Same-sex Marriage Gives an Economic Boost to Wisconsin’s Neighbors
After the Illinois governor signs legislation next week approving same-sex marriage, Wisconsin will be nearly surrounded by states that allow same-sex marriage. An overlooked (and let’s face it, kind of unromantic) aspect of the growth in the number of states that allow same-sex marriage is that those states benefit from a small but important boost to their economies – a boost that Wisconsin won’t be sharing any time soon.
Next week, the Illinois governor is slated to sign a measure that makes same-sex marriage legal in that state. That move will bring the total number of states that allow same-sex marriage to 16, including our neighboring states of Minnesota and Iowa.
Wisconsin’s Constitution defines marriage as between one man and one woman, so Wisconsin won’t be joining the states that allow same-sex marriage in the near future. Too bad, because that means we will miss out on some of the economic benefits that go hand in hand with same-sex marriage – like the ones that Illinois will be experiencing.
Extending marriage to same-sex couples in Illinois is expected to generate up to $103 million in spending for the state and local economy in the first three years, according to a report from the UCLA School of Law: $74 million in increased wedding business and $29 million in tourism expenditures made by out of town guests. That increased economic activity would likely add $8.5 million in tax revenue to state and local coffers.
Other states that extended marriage benefits to same-sex couples also benefitted from increased economic activity: Minnesota’s move was predicted to bring an estimated $42 million to the state and local economy, and generate an additional $3 million in taxes. Likewise, Iowa was predicted to enjoy an economic boost of $12 to $13 million from same-sex marriage.

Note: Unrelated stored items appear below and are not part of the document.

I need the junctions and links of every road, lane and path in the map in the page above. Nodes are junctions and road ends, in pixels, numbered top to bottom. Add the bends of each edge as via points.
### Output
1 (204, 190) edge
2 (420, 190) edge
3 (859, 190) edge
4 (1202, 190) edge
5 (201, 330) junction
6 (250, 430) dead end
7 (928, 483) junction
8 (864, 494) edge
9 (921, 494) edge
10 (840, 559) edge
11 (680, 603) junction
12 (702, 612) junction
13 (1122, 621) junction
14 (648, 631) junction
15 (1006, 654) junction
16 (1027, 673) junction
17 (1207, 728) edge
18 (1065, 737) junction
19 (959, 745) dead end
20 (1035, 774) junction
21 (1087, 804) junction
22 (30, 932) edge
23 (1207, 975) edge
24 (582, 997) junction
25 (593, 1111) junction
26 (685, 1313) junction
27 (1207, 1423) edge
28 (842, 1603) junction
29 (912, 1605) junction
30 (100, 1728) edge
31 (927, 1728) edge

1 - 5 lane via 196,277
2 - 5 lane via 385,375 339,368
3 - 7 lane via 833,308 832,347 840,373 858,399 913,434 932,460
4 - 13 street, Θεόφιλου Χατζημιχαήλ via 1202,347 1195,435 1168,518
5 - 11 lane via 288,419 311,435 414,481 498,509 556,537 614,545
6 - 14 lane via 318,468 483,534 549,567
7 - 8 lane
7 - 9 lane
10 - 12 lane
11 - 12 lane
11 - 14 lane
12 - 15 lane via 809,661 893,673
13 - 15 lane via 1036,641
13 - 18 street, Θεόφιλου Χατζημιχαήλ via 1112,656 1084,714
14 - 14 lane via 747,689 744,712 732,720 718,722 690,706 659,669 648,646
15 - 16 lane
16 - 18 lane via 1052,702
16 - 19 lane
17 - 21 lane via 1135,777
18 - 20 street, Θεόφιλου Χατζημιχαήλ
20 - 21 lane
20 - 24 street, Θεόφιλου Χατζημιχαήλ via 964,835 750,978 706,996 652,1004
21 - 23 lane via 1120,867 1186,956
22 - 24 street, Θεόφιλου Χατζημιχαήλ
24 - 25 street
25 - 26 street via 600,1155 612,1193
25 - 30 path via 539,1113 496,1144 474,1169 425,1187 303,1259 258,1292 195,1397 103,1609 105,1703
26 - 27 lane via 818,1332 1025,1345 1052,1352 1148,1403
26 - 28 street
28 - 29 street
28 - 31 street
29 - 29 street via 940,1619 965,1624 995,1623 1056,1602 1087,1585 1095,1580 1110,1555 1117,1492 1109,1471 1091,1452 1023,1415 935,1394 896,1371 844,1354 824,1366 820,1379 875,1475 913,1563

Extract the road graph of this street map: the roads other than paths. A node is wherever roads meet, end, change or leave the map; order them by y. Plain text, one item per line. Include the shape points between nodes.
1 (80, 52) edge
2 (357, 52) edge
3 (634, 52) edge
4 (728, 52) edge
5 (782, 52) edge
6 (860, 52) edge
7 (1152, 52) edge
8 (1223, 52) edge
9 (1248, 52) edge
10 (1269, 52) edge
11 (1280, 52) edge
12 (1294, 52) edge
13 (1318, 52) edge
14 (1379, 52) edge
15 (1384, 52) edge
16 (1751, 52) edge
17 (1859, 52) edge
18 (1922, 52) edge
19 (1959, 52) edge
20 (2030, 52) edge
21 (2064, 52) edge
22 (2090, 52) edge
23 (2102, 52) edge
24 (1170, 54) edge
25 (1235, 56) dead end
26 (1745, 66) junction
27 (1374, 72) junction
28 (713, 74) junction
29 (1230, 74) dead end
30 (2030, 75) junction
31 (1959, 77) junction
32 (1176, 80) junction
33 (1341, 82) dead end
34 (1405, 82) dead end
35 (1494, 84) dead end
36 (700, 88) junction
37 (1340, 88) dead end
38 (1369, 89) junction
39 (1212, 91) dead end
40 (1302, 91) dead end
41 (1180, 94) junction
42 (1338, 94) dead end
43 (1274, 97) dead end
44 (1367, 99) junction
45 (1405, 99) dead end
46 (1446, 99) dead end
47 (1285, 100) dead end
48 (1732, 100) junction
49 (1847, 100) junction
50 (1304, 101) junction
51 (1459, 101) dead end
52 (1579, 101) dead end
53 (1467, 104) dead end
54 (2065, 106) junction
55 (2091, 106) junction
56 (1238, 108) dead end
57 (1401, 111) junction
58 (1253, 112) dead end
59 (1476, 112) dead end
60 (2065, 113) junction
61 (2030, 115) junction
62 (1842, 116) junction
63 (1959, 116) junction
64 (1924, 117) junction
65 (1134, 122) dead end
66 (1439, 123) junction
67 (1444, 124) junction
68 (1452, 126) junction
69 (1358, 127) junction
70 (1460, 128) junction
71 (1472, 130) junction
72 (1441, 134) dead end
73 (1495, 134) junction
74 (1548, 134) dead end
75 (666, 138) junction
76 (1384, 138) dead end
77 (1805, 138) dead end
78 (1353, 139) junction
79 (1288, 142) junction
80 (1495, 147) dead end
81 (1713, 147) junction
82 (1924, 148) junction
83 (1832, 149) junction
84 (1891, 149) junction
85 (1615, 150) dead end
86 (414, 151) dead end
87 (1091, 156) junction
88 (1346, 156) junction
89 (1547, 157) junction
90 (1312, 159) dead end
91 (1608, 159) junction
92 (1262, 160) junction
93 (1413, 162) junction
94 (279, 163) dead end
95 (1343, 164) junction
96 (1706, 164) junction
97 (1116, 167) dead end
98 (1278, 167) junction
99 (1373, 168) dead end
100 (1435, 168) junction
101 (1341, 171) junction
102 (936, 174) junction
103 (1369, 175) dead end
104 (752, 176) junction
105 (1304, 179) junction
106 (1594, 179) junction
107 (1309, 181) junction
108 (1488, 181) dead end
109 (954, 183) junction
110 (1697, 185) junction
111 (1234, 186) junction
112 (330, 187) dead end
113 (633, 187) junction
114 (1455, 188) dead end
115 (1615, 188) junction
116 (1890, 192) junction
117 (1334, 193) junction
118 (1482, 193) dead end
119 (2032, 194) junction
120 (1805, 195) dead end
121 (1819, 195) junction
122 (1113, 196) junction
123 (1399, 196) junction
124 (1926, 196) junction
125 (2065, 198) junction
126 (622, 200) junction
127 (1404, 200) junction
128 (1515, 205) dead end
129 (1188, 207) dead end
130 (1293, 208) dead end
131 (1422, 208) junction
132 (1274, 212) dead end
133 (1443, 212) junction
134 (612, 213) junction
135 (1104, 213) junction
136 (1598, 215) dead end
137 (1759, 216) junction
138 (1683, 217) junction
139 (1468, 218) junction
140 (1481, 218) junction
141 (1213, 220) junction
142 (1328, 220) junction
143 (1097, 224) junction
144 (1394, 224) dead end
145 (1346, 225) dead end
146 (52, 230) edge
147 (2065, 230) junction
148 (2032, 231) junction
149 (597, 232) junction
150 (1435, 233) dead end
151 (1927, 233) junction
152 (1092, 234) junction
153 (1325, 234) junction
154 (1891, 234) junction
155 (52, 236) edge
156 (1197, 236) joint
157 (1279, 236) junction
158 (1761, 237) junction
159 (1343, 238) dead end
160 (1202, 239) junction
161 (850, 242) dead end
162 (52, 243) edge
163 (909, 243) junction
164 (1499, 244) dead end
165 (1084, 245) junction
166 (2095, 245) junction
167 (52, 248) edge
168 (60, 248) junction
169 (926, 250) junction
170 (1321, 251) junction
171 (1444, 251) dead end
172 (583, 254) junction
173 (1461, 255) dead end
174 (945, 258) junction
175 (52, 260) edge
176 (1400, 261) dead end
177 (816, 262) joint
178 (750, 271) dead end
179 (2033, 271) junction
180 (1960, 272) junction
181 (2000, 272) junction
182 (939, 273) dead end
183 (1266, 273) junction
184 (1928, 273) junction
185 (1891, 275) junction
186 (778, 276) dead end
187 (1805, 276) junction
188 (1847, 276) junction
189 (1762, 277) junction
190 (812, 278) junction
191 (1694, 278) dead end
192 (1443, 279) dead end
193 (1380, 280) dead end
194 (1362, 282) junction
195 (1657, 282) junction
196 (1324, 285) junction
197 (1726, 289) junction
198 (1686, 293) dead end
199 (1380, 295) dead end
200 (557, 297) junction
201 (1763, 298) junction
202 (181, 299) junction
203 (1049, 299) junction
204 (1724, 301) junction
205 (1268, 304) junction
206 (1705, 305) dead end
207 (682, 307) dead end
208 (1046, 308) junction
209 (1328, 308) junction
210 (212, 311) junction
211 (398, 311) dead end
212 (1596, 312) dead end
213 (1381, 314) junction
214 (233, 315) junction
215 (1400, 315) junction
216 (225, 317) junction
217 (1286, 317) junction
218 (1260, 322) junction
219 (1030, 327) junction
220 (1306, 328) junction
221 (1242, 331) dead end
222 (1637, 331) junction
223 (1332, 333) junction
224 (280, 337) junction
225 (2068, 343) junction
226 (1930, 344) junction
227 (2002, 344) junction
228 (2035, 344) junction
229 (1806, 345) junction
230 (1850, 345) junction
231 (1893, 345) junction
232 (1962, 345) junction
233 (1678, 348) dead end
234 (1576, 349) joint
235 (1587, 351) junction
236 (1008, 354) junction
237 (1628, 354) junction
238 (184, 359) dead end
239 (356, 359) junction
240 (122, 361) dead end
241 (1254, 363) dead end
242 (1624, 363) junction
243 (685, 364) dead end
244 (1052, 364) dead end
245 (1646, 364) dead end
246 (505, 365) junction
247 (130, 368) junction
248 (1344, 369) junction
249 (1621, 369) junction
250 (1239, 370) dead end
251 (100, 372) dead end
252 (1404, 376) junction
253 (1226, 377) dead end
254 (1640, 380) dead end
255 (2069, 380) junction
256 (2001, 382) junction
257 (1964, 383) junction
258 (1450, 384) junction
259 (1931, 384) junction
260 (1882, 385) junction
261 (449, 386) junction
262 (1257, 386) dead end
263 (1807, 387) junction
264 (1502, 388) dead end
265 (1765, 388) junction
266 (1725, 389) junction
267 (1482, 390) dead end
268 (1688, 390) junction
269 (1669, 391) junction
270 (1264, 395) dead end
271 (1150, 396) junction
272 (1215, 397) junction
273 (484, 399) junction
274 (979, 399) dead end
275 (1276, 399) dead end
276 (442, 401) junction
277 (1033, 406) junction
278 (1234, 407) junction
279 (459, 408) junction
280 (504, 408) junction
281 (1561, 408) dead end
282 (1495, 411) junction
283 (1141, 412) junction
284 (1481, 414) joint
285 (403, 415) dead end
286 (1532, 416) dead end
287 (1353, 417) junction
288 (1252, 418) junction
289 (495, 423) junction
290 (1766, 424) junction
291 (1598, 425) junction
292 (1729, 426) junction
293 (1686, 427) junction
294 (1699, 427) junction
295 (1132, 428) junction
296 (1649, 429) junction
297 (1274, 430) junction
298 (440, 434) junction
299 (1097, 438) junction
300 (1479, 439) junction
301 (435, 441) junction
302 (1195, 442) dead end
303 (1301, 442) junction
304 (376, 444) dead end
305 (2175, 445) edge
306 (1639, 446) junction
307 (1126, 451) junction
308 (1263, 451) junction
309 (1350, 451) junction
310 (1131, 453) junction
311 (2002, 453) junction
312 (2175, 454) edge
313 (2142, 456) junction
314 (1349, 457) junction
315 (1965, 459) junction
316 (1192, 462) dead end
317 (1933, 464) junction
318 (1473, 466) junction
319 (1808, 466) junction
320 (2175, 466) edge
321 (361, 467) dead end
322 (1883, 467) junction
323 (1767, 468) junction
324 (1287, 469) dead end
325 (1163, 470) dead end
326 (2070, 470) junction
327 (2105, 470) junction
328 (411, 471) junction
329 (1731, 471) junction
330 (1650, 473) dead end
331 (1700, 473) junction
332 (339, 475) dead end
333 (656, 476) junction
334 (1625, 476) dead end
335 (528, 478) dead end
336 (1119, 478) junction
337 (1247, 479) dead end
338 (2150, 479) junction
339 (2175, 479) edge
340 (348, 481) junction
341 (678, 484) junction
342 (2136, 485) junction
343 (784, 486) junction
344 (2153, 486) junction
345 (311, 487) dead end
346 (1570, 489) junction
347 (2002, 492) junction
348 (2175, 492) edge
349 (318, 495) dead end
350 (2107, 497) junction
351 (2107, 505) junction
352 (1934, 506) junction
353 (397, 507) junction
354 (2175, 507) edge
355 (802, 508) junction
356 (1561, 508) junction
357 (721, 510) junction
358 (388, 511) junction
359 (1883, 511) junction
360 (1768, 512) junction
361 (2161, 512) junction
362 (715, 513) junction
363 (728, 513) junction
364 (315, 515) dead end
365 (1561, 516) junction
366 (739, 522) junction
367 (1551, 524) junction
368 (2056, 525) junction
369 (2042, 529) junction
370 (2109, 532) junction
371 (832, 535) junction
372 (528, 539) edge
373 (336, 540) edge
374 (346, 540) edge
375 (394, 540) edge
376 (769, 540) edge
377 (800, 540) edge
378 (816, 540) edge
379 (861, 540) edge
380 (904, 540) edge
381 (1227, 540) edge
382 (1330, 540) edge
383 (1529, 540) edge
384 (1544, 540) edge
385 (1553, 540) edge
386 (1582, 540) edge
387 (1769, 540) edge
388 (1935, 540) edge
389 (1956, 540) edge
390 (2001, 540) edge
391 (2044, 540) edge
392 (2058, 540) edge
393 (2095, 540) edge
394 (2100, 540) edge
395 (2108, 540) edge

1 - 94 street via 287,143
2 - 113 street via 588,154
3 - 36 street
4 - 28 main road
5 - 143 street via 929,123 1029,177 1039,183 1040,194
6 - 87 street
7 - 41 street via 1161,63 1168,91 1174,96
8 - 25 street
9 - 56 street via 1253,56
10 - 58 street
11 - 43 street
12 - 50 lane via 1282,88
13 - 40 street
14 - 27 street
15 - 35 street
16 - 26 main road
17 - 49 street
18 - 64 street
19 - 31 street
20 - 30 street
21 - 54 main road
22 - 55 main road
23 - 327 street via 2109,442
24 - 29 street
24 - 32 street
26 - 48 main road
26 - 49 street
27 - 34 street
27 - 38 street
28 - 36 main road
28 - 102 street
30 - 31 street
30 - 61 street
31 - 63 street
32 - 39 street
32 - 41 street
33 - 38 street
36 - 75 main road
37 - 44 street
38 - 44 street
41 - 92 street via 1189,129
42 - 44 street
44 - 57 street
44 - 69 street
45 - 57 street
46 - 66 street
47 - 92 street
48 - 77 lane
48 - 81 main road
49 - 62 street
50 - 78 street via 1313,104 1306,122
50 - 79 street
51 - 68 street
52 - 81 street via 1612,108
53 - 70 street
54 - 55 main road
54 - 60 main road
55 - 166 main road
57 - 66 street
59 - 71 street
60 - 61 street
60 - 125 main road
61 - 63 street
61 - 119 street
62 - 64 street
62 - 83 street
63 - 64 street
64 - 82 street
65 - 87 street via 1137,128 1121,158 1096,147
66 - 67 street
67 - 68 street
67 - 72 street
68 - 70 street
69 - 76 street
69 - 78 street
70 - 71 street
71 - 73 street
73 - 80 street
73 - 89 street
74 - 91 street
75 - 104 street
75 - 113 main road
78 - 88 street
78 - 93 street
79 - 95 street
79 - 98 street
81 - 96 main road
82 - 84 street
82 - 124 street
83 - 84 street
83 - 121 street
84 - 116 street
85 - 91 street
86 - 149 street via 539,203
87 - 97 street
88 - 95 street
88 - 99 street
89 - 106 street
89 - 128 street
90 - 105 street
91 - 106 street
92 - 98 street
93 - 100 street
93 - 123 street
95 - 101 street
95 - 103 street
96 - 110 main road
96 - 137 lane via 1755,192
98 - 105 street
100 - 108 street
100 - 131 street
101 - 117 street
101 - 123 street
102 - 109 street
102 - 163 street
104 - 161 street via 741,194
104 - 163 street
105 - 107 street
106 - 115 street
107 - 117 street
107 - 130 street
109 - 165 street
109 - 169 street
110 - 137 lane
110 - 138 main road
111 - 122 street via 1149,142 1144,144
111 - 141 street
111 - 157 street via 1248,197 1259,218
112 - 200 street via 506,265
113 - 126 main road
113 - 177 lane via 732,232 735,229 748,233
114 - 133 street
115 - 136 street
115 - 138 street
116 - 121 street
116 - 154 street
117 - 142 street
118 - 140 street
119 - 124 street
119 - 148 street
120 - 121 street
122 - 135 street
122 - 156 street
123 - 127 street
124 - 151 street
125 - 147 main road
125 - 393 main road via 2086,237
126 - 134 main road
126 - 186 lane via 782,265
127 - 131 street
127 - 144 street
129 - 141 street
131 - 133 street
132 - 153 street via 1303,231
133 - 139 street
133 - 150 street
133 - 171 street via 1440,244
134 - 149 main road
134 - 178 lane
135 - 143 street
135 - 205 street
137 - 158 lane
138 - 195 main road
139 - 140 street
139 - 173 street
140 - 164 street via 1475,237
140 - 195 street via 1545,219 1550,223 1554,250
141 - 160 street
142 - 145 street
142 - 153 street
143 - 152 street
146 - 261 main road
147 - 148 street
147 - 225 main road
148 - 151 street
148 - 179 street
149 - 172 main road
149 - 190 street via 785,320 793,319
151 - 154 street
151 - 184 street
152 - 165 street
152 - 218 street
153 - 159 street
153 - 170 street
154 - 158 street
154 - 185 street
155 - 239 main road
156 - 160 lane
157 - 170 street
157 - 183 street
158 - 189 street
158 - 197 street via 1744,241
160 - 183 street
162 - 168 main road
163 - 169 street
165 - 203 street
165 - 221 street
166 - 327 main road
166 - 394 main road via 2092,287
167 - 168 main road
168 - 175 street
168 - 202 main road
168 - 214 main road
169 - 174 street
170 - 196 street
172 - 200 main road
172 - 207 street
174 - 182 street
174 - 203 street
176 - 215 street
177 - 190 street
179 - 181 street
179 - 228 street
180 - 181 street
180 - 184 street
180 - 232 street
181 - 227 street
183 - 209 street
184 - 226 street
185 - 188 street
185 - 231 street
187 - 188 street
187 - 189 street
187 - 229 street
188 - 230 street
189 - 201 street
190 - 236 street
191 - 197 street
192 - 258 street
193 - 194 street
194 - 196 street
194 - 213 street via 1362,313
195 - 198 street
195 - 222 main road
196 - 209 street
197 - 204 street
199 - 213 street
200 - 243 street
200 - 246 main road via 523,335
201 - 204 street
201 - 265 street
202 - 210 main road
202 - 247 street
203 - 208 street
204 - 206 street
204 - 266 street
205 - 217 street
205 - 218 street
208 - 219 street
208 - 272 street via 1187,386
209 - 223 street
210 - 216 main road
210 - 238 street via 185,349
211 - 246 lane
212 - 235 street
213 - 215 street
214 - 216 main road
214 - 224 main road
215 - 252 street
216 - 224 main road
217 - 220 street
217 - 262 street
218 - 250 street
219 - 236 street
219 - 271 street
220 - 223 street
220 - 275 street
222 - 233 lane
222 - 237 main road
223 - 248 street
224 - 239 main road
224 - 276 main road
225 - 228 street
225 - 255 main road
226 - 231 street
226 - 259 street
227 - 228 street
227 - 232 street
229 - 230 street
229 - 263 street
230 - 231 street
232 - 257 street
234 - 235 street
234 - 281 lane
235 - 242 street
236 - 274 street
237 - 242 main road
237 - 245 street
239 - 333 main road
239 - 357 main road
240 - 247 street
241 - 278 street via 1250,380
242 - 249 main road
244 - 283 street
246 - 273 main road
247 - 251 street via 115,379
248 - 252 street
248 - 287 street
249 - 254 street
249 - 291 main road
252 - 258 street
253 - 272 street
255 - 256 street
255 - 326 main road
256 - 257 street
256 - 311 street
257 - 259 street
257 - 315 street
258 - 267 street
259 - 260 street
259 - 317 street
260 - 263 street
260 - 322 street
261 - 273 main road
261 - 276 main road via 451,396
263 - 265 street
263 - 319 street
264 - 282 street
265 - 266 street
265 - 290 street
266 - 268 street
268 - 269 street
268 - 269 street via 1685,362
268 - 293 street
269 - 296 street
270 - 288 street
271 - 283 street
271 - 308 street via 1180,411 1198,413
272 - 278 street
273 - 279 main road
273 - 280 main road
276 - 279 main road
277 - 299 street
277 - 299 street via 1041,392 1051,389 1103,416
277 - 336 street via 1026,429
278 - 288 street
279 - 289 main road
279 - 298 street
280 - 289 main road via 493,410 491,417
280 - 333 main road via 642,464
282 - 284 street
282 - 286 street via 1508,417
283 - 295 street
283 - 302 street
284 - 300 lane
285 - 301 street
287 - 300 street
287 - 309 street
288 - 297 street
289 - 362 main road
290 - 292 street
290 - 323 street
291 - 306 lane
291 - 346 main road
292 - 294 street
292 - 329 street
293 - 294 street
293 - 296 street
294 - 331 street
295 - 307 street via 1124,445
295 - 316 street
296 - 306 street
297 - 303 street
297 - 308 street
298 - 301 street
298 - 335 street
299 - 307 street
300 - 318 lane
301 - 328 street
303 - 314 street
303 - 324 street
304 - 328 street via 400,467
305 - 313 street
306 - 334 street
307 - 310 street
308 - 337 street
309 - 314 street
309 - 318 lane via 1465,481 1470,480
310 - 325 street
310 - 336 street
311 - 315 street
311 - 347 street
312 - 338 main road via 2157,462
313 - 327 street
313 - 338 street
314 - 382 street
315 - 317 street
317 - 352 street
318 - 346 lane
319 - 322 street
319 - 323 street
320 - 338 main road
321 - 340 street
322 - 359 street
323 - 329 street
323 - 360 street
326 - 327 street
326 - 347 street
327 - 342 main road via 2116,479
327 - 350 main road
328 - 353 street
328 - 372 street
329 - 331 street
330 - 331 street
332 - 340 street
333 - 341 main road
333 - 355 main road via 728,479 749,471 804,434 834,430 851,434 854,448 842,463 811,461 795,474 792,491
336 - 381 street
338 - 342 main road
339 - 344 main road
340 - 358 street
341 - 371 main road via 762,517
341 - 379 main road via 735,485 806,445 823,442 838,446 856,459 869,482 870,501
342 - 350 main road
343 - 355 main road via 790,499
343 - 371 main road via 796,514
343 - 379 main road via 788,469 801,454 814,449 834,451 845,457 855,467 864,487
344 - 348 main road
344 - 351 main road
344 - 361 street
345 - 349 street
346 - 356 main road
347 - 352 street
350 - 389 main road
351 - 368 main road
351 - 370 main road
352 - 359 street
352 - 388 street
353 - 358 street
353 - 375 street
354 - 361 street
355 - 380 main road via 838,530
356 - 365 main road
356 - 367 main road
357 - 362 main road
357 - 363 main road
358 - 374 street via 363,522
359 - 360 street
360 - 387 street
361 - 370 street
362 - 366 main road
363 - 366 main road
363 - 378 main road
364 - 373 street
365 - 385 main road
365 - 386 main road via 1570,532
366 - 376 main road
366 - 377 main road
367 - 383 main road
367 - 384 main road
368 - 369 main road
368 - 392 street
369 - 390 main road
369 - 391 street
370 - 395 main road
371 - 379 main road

Officials in neighboring states are getting wise to the idea that same-sex marriage could generate economic benefits. Minneapolis Mayor R. T. Rybak declared 2013 as the “summer of love” in his city, and visited Wisconsin encouraging same-sex couples to get married in Minneapolis…and spend their wedding-related dollars there, too. This Milwaukee Journal-Sentinel article has more information on the mayor’s “Marry Me in Minneapolis” promotion.
Of course, policymakers who favor extending marriage benefits to same-sex couples don’t usually stake their position on the increased economic activity that can result. But those extra dollars pumped into the economy make for a nice little side benefit. Our neighboring states of Illinois, Minnesota, and Iowa will soon all be enjoying that benefit. Wisconsin will not.